Mensa, in 654 a rischio esclusione
Chi non paga a Mariano, niente pasto

Linea dura del sindaco per il prossimo anno scolastico di asili ed elementari

Arrivano l’appoggio di Lega e Forza Italia e i dubbi del Movimento Cinque Stelle rispetto alla decisione del Comune di escludere i bambini morosi dalla mensa il prossimo anno.

Una scelta «impopolare ma necessaria» spiegava venerdì il sindaco Giovanni Marchisio dal momento che, ad aprile, l’ufficio Istruzione si è trovato a conteggiare un debito di 156 mila euro sul servizio maturato in sette anni di erogazione pasti.

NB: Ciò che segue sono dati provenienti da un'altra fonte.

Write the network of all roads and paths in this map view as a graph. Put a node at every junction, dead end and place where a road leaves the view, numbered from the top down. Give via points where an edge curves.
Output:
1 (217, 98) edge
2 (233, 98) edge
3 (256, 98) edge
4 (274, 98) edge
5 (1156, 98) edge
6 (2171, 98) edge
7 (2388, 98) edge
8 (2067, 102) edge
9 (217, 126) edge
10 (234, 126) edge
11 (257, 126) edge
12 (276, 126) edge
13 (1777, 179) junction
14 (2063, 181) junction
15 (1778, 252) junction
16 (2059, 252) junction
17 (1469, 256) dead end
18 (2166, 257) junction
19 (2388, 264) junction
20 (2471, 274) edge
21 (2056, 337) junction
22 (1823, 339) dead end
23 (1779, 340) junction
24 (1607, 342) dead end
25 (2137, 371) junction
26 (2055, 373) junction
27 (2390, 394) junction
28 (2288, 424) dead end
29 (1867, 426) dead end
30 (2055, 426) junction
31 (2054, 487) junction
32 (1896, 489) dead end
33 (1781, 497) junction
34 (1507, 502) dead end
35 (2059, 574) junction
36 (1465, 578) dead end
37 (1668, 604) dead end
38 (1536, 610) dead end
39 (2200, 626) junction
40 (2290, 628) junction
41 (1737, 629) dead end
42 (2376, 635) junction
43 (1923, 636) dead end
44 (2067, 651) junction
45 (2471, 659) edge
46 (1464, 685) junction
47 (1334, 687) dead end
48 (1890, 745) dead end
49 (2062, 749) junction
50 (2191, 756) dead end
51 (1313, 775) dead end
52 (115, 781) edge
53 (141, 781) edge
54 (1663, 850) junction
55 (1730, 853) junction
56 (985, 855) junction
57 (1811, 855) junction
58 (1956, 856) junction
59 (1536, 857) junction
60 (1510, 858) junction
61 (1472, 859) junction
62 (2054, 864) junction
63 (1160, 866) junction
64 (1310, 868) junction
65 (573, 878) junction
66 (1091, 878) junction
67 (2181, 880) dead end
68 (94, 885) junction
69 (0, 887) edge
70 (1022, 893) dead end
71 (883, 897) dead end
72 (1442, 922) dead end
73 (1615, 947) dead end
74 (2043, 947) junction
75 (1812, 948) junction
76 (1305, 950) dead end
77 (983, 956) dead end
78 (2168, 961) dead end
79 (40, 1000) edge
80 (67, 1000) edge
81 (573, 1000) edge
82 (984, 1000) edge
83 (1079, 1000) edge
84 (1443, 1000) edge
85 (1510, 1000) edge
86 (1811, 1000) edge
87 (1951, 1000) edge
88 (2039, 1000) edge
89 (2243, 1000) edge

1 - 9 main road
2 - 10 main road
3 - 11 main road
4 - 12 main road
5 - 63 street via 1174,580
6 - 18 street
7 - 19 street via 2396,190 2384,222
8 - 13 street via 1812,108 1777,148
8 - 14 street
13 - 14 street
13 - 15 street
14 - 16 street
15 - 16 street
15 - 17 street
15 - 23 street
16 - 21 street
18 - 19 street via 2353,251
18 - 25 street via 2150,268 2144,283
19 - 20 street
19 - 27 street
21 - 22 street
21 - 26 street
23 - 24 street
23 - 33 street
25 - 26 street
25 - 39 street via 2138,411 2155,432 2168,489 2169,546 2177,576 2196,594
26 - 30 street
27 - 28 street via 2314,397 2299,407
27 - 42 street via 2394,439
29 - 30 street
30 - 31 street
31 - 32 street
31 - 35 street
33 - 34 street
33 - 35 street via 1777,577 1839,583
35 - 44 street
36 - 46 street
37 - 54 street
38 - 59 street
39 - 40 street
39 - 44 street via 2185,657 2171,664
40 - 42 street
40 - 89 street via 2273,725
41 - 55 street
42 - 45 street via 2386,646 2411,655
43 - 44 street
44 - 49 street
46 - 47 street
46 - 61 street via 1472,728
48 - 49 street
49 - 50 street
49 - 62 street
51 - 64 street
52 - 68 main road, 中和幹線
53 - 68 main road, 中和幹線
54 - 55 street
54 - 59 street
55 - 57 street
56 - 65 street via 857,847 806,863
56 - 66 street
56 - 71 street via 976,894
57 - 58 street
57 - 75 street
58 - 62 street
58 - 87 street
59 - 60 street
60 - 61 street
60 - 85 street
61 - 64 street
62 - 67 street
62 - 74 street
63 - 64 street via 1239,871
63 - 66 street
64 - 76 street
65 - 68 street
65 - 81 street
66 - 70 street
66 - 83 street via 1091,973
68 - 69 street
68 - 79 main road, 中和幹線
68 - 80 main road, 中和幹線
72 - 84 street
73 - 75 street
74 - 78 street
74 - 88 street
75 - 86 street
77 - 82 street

Ora a rischio per l’anno prossimo ci sono 654 alunni. Da un’indagine interna al municipio, infatti, è emerso che alle elementari sono 400 gli utenti insolventi mentre disseminati tra le scuole d’infanzia della città ci sono altri 254 morosi.

Numeri in costante crescita a dispetto della diminuzione del costo del 10% e dei piani di rientro proposti dal Comune su misura per le famiglie in difficoltà. Da qui la scelta di fissare un termine ultimo per sanare la propria posizione debitoria, il 31 luglio, pena l’impossibilità di iscriversi al servizio il prossimo anno.

«In linea di principio il provvedimento ci sta ma bisogna valutare il caso singolo e distinguere tra chi non può pagare e chi, invece, non vuole»: il capogruppo della Lega, Giovanni Alberti, sposa la linea dell’amministrazione.